LISTED ENTRIES:
"""

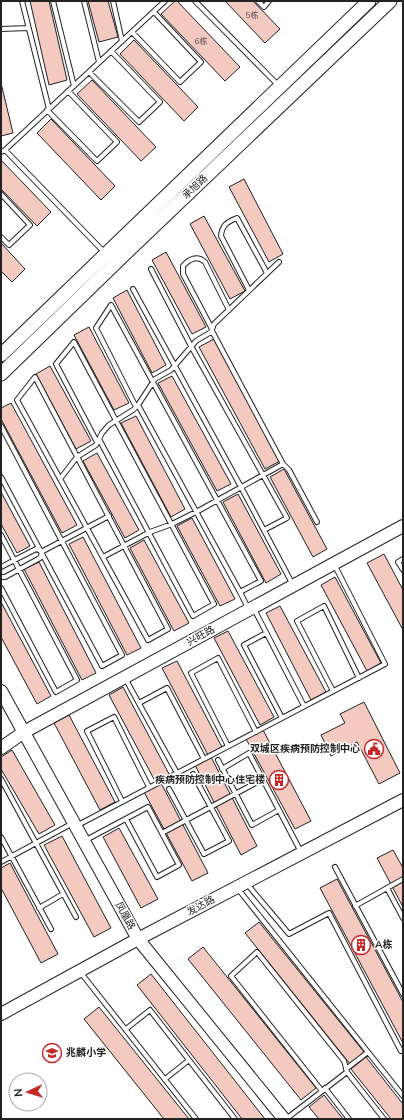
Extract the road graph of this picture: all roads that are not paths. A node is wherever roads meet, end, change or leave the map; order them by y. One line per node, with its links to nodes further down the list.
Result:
1 (22, 1): 12 (lane)
2 (54, 1): 19 (lane)
3 (84, 1): 17 (lane)
4 (113, 1): 15 (lane)
5 (165, 1): 11 (lane)
6 (195, 1): 20 (lane)
7 (258, 1): 8 (lane)
8 (269, 1)
9 (390, 1): 37 (main road, 承旭路)
10 (367, 2): 20 (main road, 承旭路)
11 (154, 12): 14 (lane); 14 (lane)
12 (28, 28): 13 (lane); 22 (lane)
13 (1, 29)
14 (132, 32): 15 (lane)
15 (122, 41): 16 (lane)
16 (111, 51): 17 (lane); 18 (lane)
17 (99, 62): 18 (lane)
18 (89, 72): 19 (lane)
19 (74, 86): 21 (lane)
20 (280, 87): 26 (main road, 承旭路)
21 (68, 91): 22 (lane); 22 (lane)
22 (48, 110): 23 (lane)
23 (3, 151): 26 (lane)
24 (1, 194): 25 (lane)
25 (1, 237)
26 (106, 254): 35 (main road, 承旭路)
27 (279, 262): 29 (lane)
28 (151, 269): 34 (lane)
29 (267, 273): 31 (lane); 31 (lane)
30 (133, 289): 36 (lane)
31 (249, 290): 32 (lane)
32 (229, 310): 33 (lane); 33 (lane)
33 (212, 330): 34 (lane); 44 (lane)
34 (191, 346): 36 (lane); 45 (lane)
35 (1, 355)
36 (174, 366): 38 (lane); 48 (lane)
37 (1, 374)
38 (153, 383): 39 (lane); 39 (lane); 49 (lane)
39 (137, 406): 40 (lane); 50 (lane)
40 (115, 421): 42 (lane); 42 (lane); 53 (lane)
41 (1, 426): 59 (lane)
42 (98, 441): 43 (lane); 57 (lane)
43 (77, 457): 47 (lane); 47 (lane); 51 (lane)
44 (283, 464): 45 (lane); 52 (lane)
45 (263, 475): 48 (lane); 55 (lane)
46 (1, 477): 61 (lane)
47 (60, 479): 54 (lane)
48 (241, 487): 49 (lane); 55 (lane)
49 (216, 500): 50 (lane); 72 (lane)
50 (196, 512): 53 (lane); 72 (lane)
51 (109, 516): 54 (lane); 60 (lane)
52 (317, 522)
53 (171, 524): 57 (lane); 57 (lane)
54 (87, 528): 59 (lane); 62 (lane)
55 (264, 530): 70 (lane)
56 (402, 530): 65 (street, 兴旺路)
57 (149, 532): 60 (lane)
58 (1, 536): 64 (lane)
59 (61, 541): 61 (lane); 61 (lane)
60 (124, 545): 62 (lane); 62 (lane)
61 (41, 552): 64 (lane); 67 (lane)
62 (103, 557)
63 (403, 559): 68 (lane)
64 (14, 560): 66 (lane); 67 (lane)
65 (334, 564): 70 (street, 兴旺路); 76 (lane)
66 (1, 567)
67 (19, 570): 69 (lane); 71 (lane)
68 (403, 570)
69 (1, 577)
70 (293, 586): 73 (street, 兴旺路)
71 (1, 588)
72 (240, 592): 73 (lane)
73 (251, 609): 74 (lane); 75 (street, 兴旺路)
74 (266, 633): 80 (lane); 81 (lane)
75 (125, 677): 79 (lane); 82 (street, 兴旺路)
76 (359, 678): 78 (lane); 78 (lane)
77 (1, 691): 82 (street, 凤凰路)
78 (333, 691): 80 (lane)
79 (139, 703): 86 (lane); 89 (lane)
80 (304, 706): 81 (lane)
81 (282, 718): 83 (lane)
82 (24, 732): 85 (street, 兴旺路); 102 (street, 凤凰路)
83 (256, 732): 84 (lane); 84 (lane)
84 (228, 746): 86 (lane)
85 (1, 748)
86 (204, 759): 89 (lane)
87 (218, 760): 88 (lane)
88 (222, 769): 92 (lane); 95 (lane)
89 (177, 773): 93 (lane)
90 (193, 774): 98 (lane)
91 (1, 779): 106 (lane)
92 (263, 779): 95 (lane); 99 (lane)
93 (149, 788): 97 (lane); 97 (lane)
94 (170, 789): 101 (lane)
95 (235, 794): 98 (lane); 99 (lane)
96 (403, 800): 107 (street, 发达路)
97 (122, 802): 102 (lane)
98 (211, 807): 101 (lane); 101 (lane)
99 (279, 810): 107 (lane)
100 (126, 819): 103 (lane); 103 (lane); 105 (lane)
101 (186, 820): 103 (lane)
102 (75, 824): 105 (street, 凤凰路); 106 (lane)
103 (162, 833)
104 (1, 838): 108 (lane)
105 (84, 841): 120 (street, 凤凰路)
106 (36, 843): 108 (lane); 114 (lane)
107 (301, 853): 112 (street, 发达路)
108 (11, 856): 109 (lane); 116 (lane)
109 (1, 862)
110 (334, 867): 115 (lane)
111 (403, 879): 113 (lane)
112 (241, 885): 120 (street, 发达路); 125 (lane); 126 (lane)
113 (387, 888): 115 (lane); 118 (lane)
114 (63, 894): 116 (lane); 117 (lane)
115 (355, 906): 122 (lane)
116 (39, 908): 119 (lane)
117 (76, 917)
118 (403, 918)
119 (50, 929)
120 (138, 939): 121 (street, 发达路); 134 (street, 凤凰路)
121 (80, 971): 123 (street, 发达路); 124 (lane)
122 (403, 994)
123 (1, 1014)
124 (126, 1029): 127 (lane); 129 (lane)
125 (403, 1050)
126 (368, 1052): 128 (lane); 131 (lane)
127 (189, 1060): 129 (lane); 133 (lane)
128 (346, 1071): 130 (lane); 130 (lane); 136 (lane)
129 (165, 1079): 132 (lane)
130 (324, 1090): 134 (lane); 135 (lane)
131 (403, 1096)
132 (196, 1119)
133 (235, 1119)
134 (284, 1119)
135 (349, 1119)
136 (384, 1119)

"""

WHAT YOU HAVE TO DO: Take the entries above and restate them word for word, minus their images.

SOLUTION TO THE PROBLEM:
Extract the road graph of this picture: all roads that are not paths. A node is wherever roads meet, end, change or leave the map; order them by y. One line per node, with its links to nodes further down the list.
Result:
1 (22, 1): 12 (lane)
2 (54, 1): 19 (lane)
3 (84, 1): 17 (lane)
4 (113, 1): 15 (lane)
5 (165, 1): 11 (lane)
6 (195, 1): 20 (lane)
7 (258, 1): 8 (lane)
8 (269, 1)
9 (390, 1): 37 (main road, 承旭路)
10 (367, 2): 20 (main road, 承旭路)
11 (154, 12): 14 (lane); 14 (lane)
12 (28, 28): 13 (lane); 22 (lane)
13 (1, 29)
14 (132, 32): 15 (lane)
15 (122, 41): 16 (lane)
16 (111, 51): 17 (lane); 18 (lane)
17 (99, 62): 18 (lane)
18 (89, 72): 19 (lane)
19 (74, 86): 21 (lane)
20 (280, 87): 26 (main road, 承旭路)
21 (68, 91): 22 (lane); 22 (lane)
22 (48, 110): 23 (lane)
23 (3, 151): 26 (lane)
24 (1, 194): 25 (lane)
25 (1, 237)
26 (106, 254): 35 (main road, 承旭路)
27 (279, 262): 29 (lane)
28 (151, 269): 34 (lane)
29 (267, 273): 31 (lane); 31 (lane)
30 (133, 289): 36 (lane)
31 (249, 290): 32 (lane)
32 (229, 310): 33 (lane); 33 (lane)
33 (212, 330): 34 (lane); 44 (lane)
34 (191, 346): 36 (lane); 45 (lane)
35 (1, 355)
36 (174, 366): 38 (lane); 48 (lane)
37 (1, 374)
38 (153, 383): 39 (lane); 39 (lane); 49 (lane)
39 (137, 406): 40 (lane); 50 (lane)
40 (115, 421): 42 (lane); 42 (lane); 53 (lane)
41 (1, 426): 59 (lane)
42 (98, 441): 43 (lane); 57 (lane)
43 (77, 457): 47 (lane); 47 (lane); 51 (lane)
44 (283, 464): 45 (lane); 52 (lane)
45 (263, 475): 48 (lane); 55 (lane)
46 (1, 477): 61 (lane)
47 (60, 479): 54 (lane)
48 (241, 487): 49 (lane); 55 (lane)
49 (216, 500): 50 (lane); 72 (lane)
50 (196, 512): 53 (lane); 72 (lane)
51 (109, 516): 54 (lane); 60 (lane)
52 (317, 522)
53 (171, 524): 57 (lane); 57 (lane)
54 (87, 528): 59 (lane); 62 (lane)
55 (264, 530): 70 (lane)
56 (402, 530): 65 (street, 兴旺路)
57 (149, 532): 60 (lane)
58 (1, 536): 64 (lane)
59 (61, 541): 61 (lane); 61 (lane)
60 (124, 545): 62 (lane); 62 (lane)
61 (41, 552): 64 (lane); 67 (lane)
62 (103, 557)
63 (403, 559): 68 (lane)
64 (14, 560): 66 (lane); 67 (lane)
65 (334, 564): 70 (street, 兴旺路); 76 (lane)
66 (1, 567)
67 (19, 570): 69 (lane); 71 (lane)
68 (403, 570)
69 (1, 577)
70 (293, 586): 73 (street, 兴旺路)
71 (1, 588)
72 (240, 592): 73 (lane)
73 (251, 609): 74 (lane); 75 (street, 兴旺路)
74 (266, 633): 80 (lane); 81 (lane)
75 (125, 677): 79 (lane); 82 (street, 兴旺路)
76 (359, 678): 78 (lane); 78 (lane)
77 (1, 691): 82 (street, 凤凰路)
78 (333, 691): 80 (lane)
79 (139, 703): 86 (lane); 89 (lane)
80 (304, 706): 81 (lane)
81 (282, 718): 83 (lane)
82 (24, 732): 85 (street, 兴旺路); 102 (street, 凤凰路)
83 (256, 732): 84 (lane); 84 (lane)
84 (228, 746): 86 (lane)
85 (1, 748)
86 (204, 759): 89 (lane)
87 (218, 760): 88 (lane)
88 (222, 769): 92 (lane); 95 (lane)
89 (177, 773): 93 (lane)
90 (193, 774): 98 (lane)
91 (1, 779): 106 (lane)
92 (263, 779): 95 (lane); 99 (lane)
93 (149, 788): 97 (lane); 97 (lane)
94 (170, 789): 101 (lane)
95 (235, 794): 98 (lane); 99 (lane)
96 (403, 800): 107 (street, 发达路)
97 (122, 802): 102 (lane)
98 (211, 807): 101 (lane); 101 (lane)
99 (279, 810): 107 (lane)
100 (126, 819): 103 (lane); 103 (lane); 105 (lane)
101 (186, 820): 103 (lane)
102 (75, 824): 105 (street, 凤凰路); 106 (lane)
103 (162, 833)
104 (1, 838): 108 (lane)
105 (84, 841): 120 (street, 凤凰路)
106 (36, 843): 108 (lane); 114 (lane)
107 (301, 853): 112 (street, 发达路)
108 (11, 856): 109 (lane); 116 (lane)
109 (1, 862)
110 (334, 867): 115 (lane)
111 (403, 879): 113 (lane)
112 (241, 885): 120 (street, 发达路); 125 (lane); 126 (lane)
113 (387, 888): 115 (lane); 118 (lane)
114 (63, 894): 116 (lane); 117 (lane)
115 (355, 906): 122 (lane)
116 (39, 908): 119 (lane)
117 (76, 917)
118 (403, 918)
119 (50, 929)
120 (138, 939): 121 (street, 发达路); 134 (street, 凤凰路)
121 (80, 971): 123 (street, 发达路); 124 (lane)
122 (403, 994)
123 (1, 1014)
124 (126, 1029): 127 (lane); 129 (lane)
125 (403, 1050)
126 (368, 1052): 128 (lane); 131 (lane)
127 (189, 1060): 129 (lane); 133 (lane)
128 (346, 1071): 130 (lane); 130 (lane); 136 (lane)
129 (165, 1079): 132 (lane)
130 (324, 1090): 134 (lane); 135 (lane)
131 (403, 1096)
132 (196, 1119)
133 (235, 1119)
134 (284, 1119)
135 (349, 1119)
136 (384, 1119)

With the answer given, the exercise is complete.